**INPUT**
BEGIN
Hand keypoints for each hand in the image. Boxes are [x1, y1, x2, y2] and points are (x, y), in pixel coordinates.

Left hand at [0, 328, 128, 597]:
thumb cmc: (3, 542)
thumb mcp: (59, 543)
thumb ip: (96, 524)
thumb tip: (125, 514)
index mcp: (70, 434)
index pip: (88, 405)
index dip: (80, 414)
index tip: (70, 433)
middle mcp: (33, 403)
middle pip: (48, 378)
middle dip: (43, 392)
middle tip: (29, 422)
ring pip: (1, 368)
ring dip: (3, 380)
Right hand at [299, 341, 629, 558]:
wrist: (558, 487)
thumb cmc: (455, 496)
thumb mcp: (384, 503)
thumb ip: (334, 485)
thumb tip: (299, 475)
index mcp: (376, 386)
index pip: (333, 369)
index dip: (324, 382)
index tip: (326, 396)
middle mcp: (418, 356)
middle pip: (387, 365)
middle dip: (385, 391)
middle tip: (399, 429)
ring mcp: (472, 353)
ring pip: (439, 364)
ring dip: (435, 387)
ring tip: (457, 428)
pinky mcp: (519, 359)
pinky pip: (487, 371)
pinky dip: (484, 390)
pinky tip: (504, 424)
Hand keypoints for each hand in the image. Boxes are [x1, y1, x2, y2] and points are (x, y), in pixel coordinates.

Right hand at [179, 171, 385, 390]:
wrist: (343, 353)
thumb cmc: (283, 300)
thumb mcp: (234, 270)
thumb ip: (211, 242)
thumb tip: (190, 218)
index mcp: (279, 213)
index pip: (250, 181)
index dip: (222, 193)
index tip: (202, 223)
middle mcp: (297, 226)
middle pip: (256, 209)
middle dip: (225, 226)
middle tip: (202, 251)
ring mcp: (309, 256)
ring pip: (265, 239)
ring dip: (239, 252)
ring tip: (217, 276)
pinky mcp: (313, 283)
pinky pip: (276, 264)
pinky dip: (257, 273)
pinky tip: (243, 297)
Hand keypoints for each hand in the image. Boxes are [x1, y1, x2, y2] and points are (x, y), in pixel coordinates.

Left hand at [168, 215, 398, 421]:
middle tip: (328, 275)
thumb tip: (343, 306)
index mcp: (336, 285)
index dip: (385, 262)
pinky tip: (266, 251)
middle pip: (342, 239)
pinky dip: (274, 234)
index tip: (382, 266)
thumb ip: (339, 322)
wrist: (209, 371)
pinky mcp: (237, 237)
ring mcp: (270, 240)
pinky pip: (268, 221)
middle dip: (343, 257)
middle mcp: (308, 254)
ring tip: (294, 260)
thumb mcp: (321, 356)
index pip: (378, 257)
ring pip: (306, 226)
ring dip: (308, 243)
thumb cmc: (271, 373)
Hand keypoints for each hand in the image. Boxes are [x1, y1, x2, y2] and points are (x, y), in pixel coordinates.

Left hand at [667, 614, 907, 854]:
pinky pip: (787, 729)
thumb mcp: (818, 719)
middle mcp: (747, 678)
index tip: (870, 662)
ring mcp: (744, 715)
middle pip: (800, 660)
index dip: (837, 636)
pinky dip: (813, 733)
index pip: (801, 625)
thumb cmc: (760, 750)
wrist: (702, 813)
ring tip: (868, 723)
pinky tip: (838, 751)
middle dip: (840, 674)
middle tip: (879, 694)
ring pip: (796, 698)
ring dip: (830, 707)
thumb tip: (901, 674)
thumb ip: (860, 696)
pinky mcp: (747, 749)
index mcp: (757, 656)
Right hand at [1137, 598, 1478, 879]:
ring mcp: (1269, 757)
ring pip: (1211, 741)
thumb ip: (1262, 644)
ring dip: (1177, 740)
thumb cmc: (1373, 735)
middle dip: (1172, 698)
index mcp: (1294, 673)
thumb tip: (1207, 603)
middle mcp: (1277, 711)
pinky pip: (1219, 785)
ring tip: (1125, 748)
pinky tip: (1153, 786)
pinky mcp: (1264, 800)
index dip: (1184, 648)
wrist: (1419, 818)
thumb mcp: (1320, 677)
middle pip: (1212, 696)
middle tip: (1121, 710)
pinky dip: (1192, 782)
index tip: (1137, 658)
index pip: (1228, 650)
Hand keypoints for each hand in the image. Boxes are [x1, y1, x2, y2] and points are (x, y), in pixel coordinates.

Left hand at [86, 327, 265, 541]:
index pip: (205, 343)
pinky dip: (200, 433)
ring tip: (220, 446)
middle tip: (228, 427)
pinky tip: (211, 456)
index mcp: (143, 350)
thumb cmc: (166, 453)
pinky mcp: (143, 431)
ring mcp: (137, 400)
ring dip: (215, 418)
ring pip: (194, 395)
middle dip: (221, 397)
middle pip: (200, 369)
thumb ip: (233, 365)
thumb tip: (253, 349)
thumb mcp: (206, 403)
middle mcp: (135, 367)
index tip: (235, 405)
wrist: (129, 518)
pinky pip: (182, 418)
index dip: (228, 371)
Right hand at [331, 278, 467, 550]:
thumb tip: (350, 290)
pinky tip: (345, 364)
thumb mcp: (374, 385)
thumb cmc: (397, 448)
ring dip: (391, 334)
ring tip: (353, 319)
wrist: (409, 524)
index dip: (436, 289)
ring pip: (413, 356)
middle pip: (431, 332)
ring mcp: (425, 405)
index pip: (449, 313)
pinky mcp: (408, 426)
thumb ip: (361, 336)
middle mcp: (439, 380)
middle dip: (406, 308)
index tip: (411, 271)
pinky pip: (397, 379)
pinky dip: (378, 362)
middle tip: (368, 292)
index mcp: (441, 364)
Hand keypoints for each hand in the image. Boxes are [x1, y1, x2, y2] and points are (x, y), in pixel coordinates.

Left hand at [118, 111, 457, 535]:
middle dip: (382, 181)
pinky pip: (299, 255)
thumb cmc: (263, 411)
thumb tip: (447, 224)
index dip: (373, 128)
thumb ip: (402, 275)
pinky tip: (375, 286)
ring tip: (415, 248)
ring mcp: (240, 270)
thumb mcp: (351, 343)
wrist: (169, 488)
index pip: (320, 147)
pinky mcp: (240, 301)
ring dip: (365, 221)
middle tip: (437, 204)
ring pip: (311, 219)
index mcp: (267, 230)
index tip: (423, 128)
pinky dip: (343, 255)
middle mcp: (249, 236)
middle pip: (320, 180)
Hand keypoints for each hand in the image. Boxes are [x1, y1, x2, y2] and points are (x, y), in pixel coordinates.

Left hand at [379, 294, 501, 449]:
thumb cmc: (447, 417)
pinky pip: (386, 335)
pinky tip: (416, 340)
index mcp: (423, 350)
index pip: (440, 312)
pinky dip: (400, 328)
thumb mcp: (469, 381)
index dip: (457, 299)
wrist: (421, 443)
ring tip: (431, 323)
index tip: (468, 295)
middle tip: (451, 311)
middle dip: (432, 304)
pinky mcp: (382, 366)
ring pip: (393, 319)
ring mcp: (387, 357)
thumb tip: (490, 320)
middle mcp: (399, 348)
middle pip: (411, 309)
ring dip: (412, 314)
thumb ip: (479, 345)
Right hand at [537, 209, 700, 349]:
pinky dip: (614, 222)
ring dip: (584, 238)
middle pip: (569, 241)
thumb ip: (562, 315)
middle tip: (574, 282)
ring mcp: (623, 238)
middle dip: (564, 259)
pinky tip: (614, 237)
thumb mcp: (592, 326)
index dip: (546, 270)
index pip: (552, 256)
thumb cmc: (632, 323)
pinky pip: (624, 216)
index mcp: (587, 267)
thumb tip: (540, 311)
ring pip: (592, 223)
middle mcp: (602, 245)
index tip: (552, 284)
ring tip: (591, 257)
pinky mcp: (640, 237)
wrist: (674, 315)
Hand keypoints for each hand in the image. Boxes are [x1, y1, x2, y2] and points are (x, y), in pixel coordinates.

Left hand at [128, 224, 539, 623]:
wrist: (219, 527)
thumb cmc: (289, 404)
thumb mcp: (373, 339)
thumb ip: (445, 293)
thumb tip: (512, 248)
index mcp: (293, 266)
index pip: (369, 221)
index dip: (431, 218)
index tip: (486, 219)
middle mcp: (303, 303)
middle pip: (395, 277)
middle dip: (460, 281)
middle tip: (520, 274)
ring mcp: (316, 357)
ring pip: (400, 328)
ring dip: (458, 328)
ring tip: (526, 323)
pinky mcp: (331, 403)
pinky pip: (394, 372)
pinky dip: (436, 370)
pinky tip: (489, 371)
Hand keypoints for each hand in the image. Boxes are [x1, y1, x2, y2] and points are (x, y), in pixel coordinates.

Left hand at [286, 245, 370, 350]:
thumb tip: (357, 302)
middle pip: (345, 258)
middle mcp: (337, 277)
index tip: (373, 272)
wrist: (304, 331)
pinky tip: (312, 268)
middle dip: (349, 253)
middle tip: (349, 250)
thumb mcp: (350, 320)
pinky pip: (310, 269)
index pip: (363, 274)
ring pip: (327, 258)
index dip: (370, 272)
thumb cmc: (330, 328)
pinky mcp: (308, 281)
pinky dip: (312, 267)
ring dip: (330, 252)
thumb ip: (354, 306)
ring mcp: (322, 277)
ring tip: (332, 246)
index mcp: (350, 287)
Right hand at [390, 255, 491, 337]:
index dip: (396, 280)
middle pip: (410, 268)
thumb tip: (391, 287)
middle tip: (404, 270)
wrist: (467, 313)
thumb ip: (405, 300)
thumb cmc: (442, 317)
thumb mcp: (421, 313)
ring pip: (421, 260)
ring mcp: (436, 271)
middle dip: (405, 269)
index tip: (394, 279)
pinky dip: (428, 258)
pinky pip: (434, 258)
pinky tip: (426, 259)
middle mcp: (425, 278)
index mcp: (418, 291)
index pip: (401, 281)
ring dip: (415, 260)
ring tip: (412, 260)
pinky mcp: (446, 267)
END
Reproduce word for word only the first line of the listing above and each line after it through the line with "ring dip: (3, 380)".

Hand keypoints for each hand in the image. Boxes are [x1, y1, x2, y2] and points are (x, y), in pixel coordinates.

Left hand at [0, 328, 128, 597]:
thumb cmc: (3, 542)
thumb mcp: (59, 543)
thumb ip: (96, 524)
thumb tip: (125, 514)
index mcp: (70, 434)
index pip: (88, 405)
index dip: (80, 414)
index tip: (70, 433)
middle mcp: (33, 403)
middle pip: (48, 378)
middle dip: (43, 392)
middle tip: (29, 422)
ring pip: (1, 368)
ring dip: (3, 380)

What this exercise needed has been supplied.